There has been much discussion about potential economic development opportunities related to the Rocky Vista University (RVU) medical school proposed for Billings. While we wholeheartedly support economic development and advancement for medical education in our community and region, the voice of physicians who provide clinical education experiences has been absent from the discussion. As representatives of the physician community, we are writing to encourage RVU to pause its aggressive, investor-driven timeline. We are asking them to address the many questions and concerns we have.
In 2016, when there were similar proposals for new medical schools in Montana, physicians from around the state loudly opposed the schools for good reasons. The claims that Montana needs a medical school in Billings to solve a physician shortage and that Billings has more capacity to teach need thorough fact-checking. On paper, the investor-owned medical school may look good for the economy but could be detrimental to medical education and patient care.

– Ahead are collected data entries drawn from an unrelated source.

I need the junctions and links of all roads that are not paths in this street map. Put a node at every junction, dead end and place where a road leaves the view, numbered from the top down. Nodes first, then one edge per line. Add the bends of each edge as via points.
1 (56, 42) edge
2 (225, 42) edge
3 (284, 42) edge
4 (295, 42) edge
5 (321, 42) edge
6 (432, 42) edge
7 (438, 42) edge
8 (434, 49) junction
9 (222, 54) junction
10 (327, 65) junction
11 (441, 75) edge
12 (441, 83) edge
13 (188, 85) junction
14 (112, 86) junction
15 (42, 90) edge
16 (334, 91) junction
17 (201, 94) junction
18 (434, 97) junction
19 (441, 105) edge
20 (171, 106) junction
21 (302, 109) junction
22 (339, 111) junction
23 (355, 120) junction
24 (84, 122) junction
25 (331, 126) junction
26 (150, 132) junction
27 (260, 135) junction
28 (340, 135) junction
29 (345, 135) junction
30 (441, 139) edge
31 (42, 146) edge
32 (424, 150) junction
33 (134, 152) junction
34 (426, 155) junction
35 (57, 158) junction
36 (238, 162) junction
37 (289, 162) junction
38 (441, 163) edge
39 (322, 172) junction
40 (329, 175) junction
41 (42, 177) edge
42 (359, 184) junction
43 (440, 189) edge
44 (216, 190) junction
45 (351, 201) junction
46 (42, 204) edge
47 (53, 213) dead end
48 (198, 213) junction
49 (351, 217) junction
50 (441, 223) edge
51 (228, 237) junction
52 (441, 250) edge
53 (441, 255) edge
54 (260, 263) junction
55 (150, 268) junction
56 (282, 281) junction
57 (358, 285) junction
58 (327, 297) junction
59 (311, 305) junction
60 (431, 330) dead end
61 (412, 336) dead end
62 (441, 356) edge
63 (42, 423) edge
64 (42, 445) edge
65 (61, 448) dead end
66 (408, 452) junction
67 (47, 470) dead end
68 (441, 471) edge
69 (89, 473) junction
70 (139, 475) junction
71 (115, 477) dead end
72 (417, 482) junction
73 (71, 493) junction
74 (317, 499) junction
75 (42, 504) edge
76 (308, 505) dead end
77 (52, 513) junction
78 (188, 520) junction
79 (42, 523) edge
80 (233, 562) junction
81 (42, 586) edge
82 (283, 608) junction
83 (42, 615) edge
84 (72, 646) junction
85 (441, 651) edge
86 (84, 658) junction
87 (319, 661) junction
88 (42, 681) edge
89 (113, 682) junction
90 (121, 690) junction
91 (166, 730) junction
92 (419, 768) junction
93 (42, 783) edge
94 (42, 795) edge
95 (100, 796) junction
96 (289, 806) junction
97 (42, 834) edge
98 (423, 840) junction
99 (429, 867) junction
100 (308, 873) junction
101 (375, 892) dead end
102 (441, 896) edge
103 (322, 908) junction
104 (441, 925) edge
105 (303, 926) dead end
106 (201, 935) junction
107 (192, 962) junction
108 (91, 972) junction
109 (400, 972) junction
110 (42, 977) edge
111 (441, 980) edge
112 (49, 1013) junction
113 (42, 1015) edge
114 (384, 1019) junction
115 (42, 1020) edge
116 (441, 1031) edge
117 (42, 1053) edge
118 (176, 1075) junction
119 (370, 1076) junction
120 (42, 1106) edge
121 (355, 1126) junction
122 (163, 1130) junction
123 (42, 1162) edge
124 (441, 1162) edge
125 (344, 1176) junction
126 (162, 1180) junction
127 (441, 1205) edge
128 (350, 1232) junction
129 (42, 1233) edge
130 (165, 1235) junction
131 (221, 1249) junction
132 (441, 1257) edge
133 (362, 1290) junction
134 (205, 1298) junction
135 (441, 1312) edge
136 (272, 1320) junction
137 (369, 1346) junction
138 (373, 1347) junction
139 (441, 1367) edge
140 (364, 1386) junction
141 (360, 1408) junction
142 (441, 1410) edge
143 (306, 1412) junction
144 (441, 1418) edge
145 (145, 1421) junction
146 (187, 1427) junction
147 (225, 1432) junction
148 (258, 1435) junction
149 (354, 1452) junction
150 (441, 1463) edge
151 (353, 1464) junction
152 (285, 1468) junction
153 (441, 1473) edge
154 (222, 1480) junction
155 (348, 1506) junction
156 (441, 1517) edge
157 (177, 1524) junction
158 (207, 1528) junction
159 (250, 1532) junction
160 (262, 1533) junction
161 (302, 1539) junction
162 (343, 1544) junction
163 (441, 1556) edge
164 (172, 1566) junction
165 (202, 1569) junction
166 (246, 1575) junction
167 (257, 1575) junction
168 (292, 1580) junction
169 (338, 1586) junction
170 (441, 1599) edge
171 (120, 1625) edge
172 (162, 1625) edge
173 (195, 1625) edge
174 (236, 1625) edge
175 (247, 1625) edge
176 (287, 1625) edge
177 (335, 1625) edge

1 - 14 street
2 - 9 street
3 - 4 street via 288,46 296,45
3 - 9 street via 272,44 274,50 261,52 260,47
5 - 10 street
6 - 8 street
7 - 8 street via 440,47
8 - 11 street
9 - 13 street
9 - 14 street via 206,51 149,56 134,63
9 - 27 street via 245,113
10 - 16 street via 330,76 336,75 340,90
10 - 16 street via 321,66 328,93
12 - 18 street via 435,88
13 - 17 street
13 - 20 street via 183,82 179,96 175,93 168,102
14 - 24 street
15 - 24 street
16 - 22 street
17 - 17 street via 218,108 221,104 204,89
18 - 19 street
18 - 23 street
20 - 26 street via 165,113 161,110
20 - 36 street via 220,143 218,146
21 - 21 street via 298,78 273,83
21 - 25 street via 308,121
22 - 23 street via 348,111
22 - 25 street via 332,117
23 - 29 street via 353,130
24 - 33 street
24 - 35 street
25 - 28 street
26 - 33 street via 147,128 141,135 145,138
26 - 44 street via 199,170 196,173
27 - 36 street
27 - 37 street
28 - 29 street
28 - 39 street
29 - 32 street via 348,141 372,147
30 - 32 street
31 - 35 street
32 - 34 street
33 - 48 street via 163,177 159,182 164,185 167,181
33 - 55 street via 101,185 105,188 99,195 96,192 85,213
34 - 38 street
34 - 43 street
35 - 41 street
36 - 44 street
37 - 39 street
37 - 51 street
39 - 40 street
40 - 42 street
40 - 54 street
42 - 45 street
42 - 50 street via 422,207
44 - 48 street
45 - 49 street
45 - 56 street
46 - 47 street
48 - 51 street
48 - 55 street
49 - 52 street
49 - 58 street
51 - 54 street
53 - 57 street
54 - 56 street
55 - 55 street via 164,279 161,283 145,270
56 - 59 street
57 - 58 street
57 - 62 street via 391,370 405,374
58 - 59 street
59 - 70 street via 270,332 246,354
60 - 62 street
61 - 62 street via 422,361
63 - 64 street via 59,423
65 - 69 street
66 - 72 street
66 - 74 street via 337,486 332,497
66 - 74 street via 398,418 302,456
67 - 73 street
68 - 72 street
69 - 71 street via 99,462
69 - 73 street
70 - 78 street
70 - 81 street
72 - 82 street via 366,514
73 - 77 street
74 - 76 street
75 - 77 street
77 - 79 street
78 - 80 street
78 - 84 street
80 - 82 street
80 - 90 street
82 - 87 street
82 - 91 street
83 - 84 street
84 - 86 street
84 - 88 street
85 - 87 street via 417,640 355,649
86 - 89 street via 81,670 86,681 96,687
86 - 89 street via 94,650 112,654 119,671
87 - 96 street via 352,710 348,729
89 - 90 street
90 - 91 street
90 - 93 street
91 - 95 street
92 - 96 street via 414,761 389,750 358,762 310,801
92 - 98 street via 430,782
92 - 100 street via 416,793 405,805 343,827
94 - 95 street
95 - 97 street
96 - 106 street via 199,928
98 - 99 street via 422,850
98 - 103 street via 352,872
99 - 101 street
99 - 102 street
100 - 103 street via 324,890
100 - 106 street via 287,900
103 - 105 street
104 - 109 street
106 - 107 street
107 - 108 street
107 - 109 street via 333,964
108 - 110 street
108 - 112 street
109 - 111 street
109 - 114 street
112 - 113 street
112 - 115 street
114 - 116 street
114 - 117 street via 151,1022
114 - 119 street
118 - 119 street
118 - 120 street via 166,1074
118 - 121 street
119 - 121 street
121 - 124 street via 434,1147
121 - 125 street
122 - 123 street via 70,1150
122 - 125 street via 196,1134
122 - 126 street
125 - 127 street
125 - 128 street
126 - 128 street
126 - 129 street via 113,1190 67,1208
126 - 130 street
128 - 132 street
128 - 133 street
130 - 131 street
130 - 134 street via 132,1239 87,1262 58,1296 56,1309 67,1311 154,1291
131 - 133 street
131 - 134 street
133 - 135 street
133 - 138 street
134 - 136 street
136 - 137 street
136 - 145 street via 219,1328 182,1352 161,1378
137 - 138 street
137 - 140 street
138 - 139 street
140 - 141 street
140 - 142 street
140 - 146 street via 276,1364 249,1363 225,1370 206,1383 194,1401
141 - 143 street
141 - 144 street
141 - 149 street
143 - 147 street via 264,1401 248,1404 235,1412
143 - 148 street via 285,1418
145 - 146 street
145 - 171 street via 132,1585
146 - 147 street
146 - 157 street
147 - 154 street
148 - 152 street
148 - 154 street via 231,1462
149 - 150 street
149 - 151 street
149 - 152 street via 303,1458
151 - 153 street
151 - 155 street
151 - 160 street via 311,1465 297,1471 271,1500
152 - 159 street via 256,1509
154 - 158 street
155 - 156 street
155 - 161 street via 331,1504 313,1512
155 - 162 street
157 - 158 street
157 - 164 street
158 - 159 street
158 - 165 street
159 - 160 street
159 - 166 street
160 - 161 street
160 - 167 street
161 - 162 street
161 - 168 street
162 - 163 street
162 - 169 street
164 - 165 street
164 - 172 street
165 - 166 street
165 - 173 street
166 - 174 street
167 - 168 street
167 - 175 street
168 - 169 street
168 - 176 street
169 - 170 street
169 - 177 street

To say that Montana does not have a medical school is inaccurate. For more than 50 years, the WWAMI program has been Montana’s medical school. It is a nationally recognized partnership with the University of Washington and the states of Washington, Wyoming, Alaska, Montana and Idaho. Montana medical students spend their first two years in Bozeman and their clinical years throughout the WWAMI region. The program is recognized for primary and rural care, and students are exposed to small rural clinical sites as well as large teaching hospitals.
We cannot solve the physician shortage by simply creating more medical students. Currently, there are more medical school graduates than there are internship and residency opportunities. This means that there are not enough post-graduate medical education positions to provide the required hands-on training before a medical school graduate can practice medicine in their chosen field. Further, we know that medical students are more likely to stay in the community where they do their residency training, not where they go to medical school. While most traditional medical schools are associated with residency programs, the more lucrative, investor-owned schools tend not to be. While it appears that a positive financial bottom line can be achieved with a medical school, investment is needed more in residency training programs, which cost millions to establish and sustain. A medical school graduate cannot practice medicine without residency training.
One of our significant issues with RVU is the proposed scale and capacity. Those of us involved in medical education are already stretched. We are already proudly committed to teaching WWAMI students, other medical students and allied professional students, in addition to the local residency programs that we help to run and maintain. Our region simply does not have the teaching capacity to accommodate 160 additional medical students per year from RVU. Even if WWAMI could increase the number of medical students from 30 to 40 students per year, it would stretch our teaching capacity.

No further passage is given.